After SNI miR-21 Is Upregulated Only in the Uninjured Sural Nerve of WT Mice
In the sural nerve of naïve, young B7-H1 ko, and WT mice miR-21 expression was not different between genotypes at baseline and did not change after surgery (Figure 9A). Middle-aged B7-H1 ko mice showed a 3-fold higher baseline miR-21 expression in the sural nerve compared to WT mice (p < 0.05) which did not change after surgery (Figures 9A,B), while miR-21 expression was increased on day 7, and 15 after SNI in middle-aged WT mice (p < 0.01 each, Figure 9B). In naïve old B7-H1 mice miR-21 expression was not different from WT littermates and did not change after surgery, however, in WT mice miR-21 expression was increased on day 7 after SNI (p < 0.01) and again showed a higher miR-21 expression compared to baseline values on day 15 (middle-aged: p < 0.01, old: p < 0.05, Figures 9A,B). There were no differences between genotypes of any age group, except for middle-aged WT mice displaying higher miR-21 expression levels than B7-H1 ko mice 7 days after SNI (p < 0.01). In summary miR-21 is upregulated after SNI in the sural nerve of WT mice, while B7-H1 ko mice seem to be spared. In the L4 and L5 DRG, miR-21 expression did not differ between naïve B7-H1 ko and WT mice at baseline and after surgery for all age-groups (Figure 10).
Figure 9. Relative gene expression of miR-21 in sural nerve. Boxplots show the miR-21 relative expression as measured by quantitative real-time-PCR (qRT-PCR) in young (8 weeks), middle-aged (6 months) and old (12 months) B7-H1 ko and wild-type littermate (WT) mice at baseline, 7, and 15 days after SNI. (A) Young, middle-aged and old B7-H1 ko mice did not show changes in miR-21 expression levels 7 and 15 days after SNI. In middle-aged mice B7-H1 mice showed a higher miR-21 baseline level in the sural nerve compared to WT mice (p < 0.05). (B) miR-21 was upregulated 7 (p < 0.01 each) and 15 (middle-age: p < 0.01, old p < 0.05) days after SNI in the sural nerve of middle-aged and old WT mice. Data were normalized to naive WT mice. B7-H1 ko: young (naïve, n = 6; 7 days SNI, n = 5; 15 days SNI, n = 6), middle-aged (naïve, n = 6; 7 days SNI, n = 5; 15 days SNI, n = 6), old (naïve, n = 7; 7 days SNI, n = 6; 15 days SNI, n = 8). WT: young (naïve, n = 6; 7 days SNI, n = 2; 15 days SNI, n = 2), middle-aged (naïve, n = 6; 7 days SNI, n = 6; 15 days SNI, n = 6), old (naïve, n = 6; 7 days SNI, n = 6; 15 days SNI, n = 5). $p < 0.05; ##,$$p < 0.01.
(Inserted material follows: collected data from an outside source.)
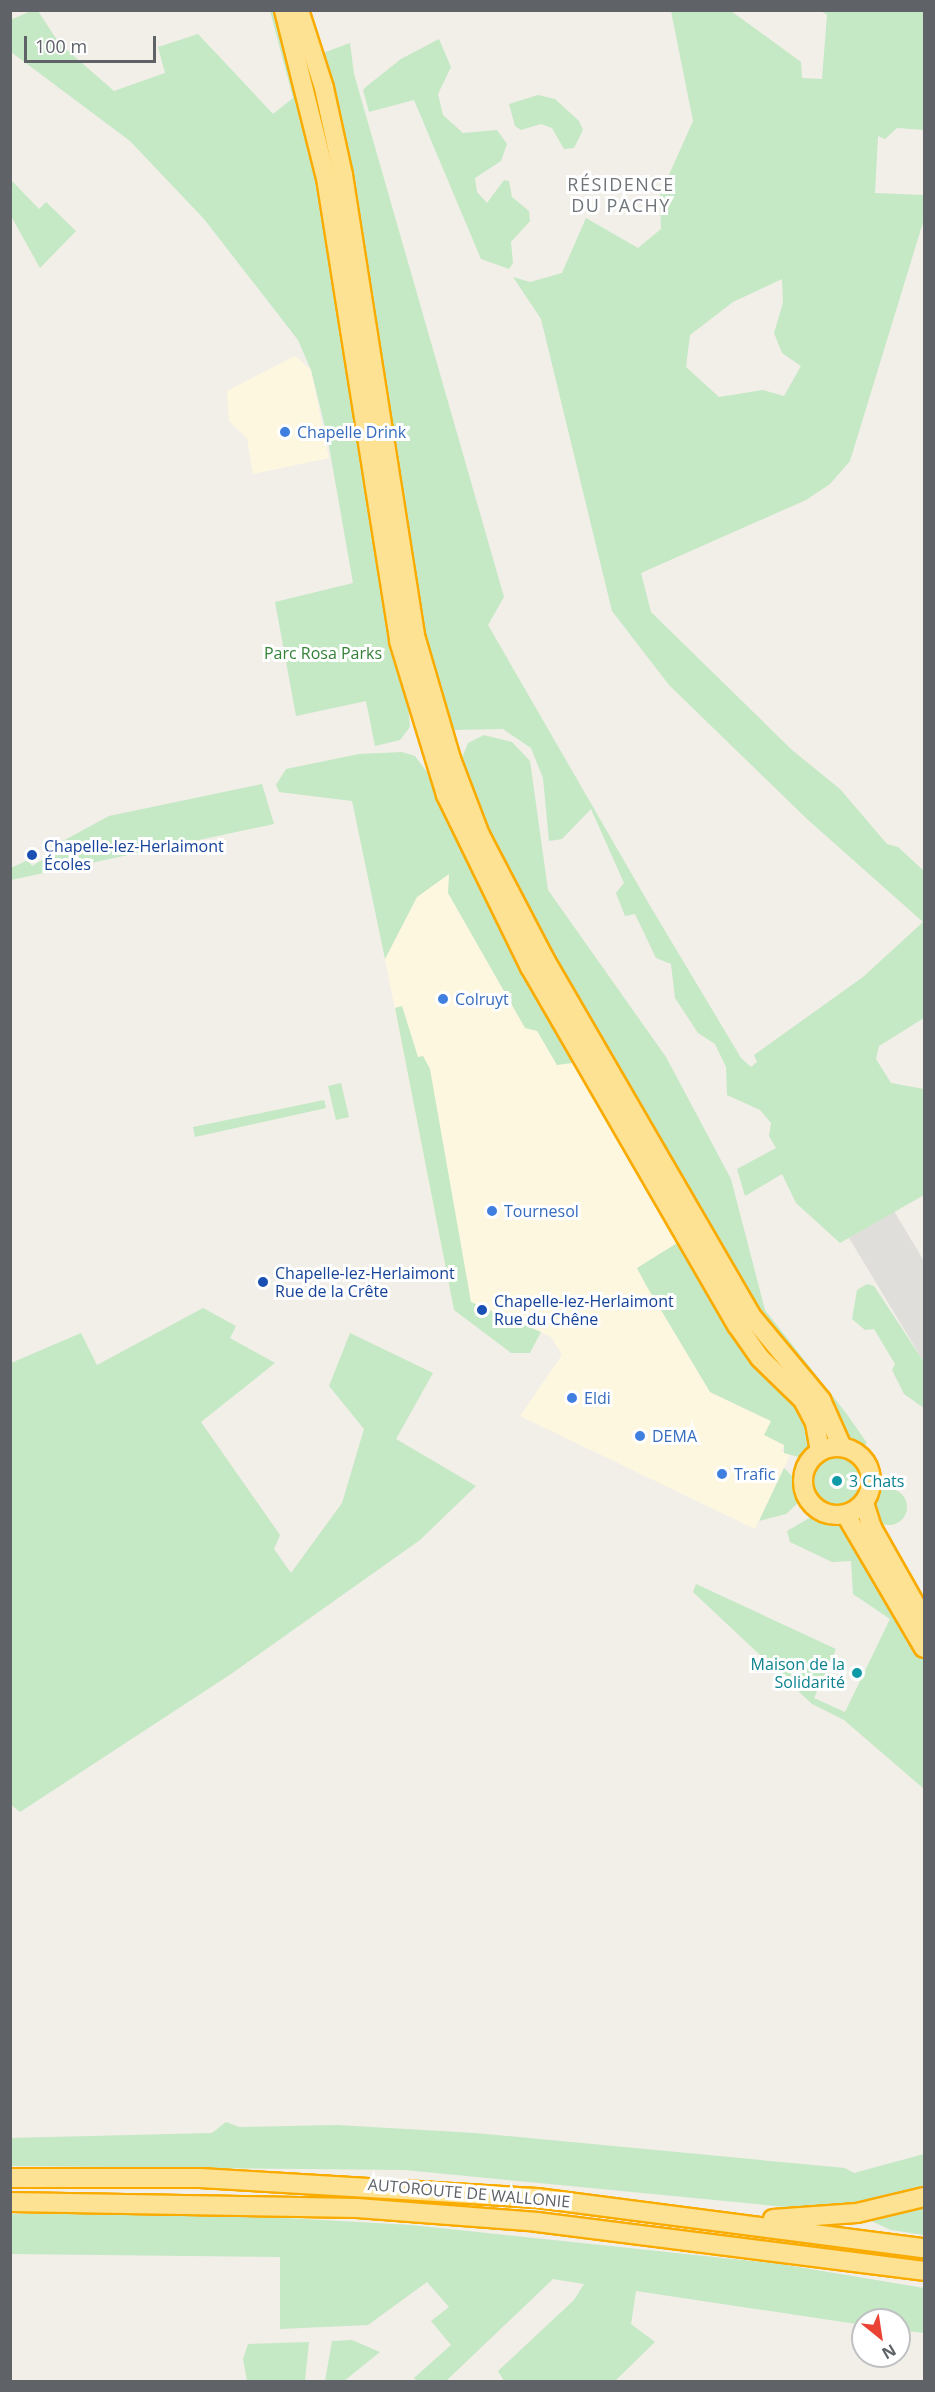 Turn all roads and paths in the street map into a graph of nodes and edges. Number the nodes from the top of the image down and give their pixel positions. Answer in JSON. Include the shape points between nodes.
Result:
{"nodes":[{"id":1,"x":284,"y":10,"type":"edge"},
{"id":2,"x":299,"y":10,"type":"edge"},
{"id":3,"x":842,"y":1448,"type":"junction"},
{"id":4,"x":820,"y":1451,"type":"junction"},
{"id":5,"x":864,"y":1503,"type":"junction"},
{"id":6,"x":846,"y":1515,"type":"junction"},
{"id":7,"x":924,"y":1620,"type":"edge"},
{"id":8,"x":924,"y":1648,"type":"edge"},
{"id":9,"x":10,"y":2178,"type":"edge"},
{"id":10,"x":924,"y":2197,"type":"edge"},
{"id":11,"x":10,"y":2202,"type":"edge"},
{"id":12,"x":752,"y":2223,"type":"junction"},
{"id":13,"x":924,"y":2248,"type":"edge"},
{"id":14,"x":924,"y":2271,"type":"edge"}],
"edges":[{"from":1,"to":4,"type":"highway","via":[[326,178],[399,641],[440,778],[465,842],[530,967],[737,1325],[760,1358],[803,1400],[814,1423]]},
{"from":2,"to":3,"type":"highway","via":[[324,88],[343,175],[416,639],[454,769],[480,835],[544,958],[753,1318],[821,1400]]},
{"from":3,"to":4,"type":"highway"},
{"from":3,"to":5,"type":"highway","via":[[857,1454],[868,1466],[872,1481]]},
{"from":4,"to":6,"type":"highway","via":[[804,1472],[804,1490],[820,1511]]},
{"from":5,"to":6,"type":"highway"},
{"from":5,"to":7,"type":"highway","via":[[872,1527]]},
{"from":6,"to":8,"type":"highway"},
{"from":9,"to":12,"type":"highway","name":"AUTOROUTE DE WALLONIE","via":[[355,2184],[537,2198]]},
{"from":10,"to":12,"type":"highway","via":[[857,2213]]},
{"from":11,"to":14,"type":"highway","name":"AUTOROUTE DE WALLONIE","via":[[200,2202],[381,2210],[537,2222]]},
{"from":12,"to":13,"type":"highway","name":"AUTOROUTE DE WALLONIE"}]}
Figure 10. Relative gene expression of miR-21 in the dorsal root ganglia (DRG). Boxplots show the miR-21 relative expression as revealed by quantitative real-time-PCR (qRT-PCR) in young (8 weeks), middle-aged (6 months) and old (12 months) B7-H1 ko and WT littermate mice at baseline, 7 days, and 15 days after SNI. (A) miR-21 relative expression did not differ 7 days and 15 days after SNI in young, middle-aged and old B7-H1 ko mice. (B) Young, middle-aged and old WT mice did not show changes in miR-21 expression levels 7 and 15 days after SNI. Data were normalized to naive WT mice. B7-H1 ko: young (naïve, n = 6; 7 days SNI, n = 6; 15 days SNI, n = 6), middle-aged (naïve, n = 6; 7 days SNI, n = 6; 15 days SNI, n = 6), old (naïve, n = 7; 7 days SNI, n = 6; 15 days SNI, n = 8). WT: young (naïve, n = 6; 7 days SNI, n = 6; 15 days SNI, n = 6), middle-aged (naïve, n = 6; 7 days SNI, n = 6; 15 days SNI, n = 6), old (naïve, n = 5; 7 days SNI, n = 5; 15 days SNI, n = 5).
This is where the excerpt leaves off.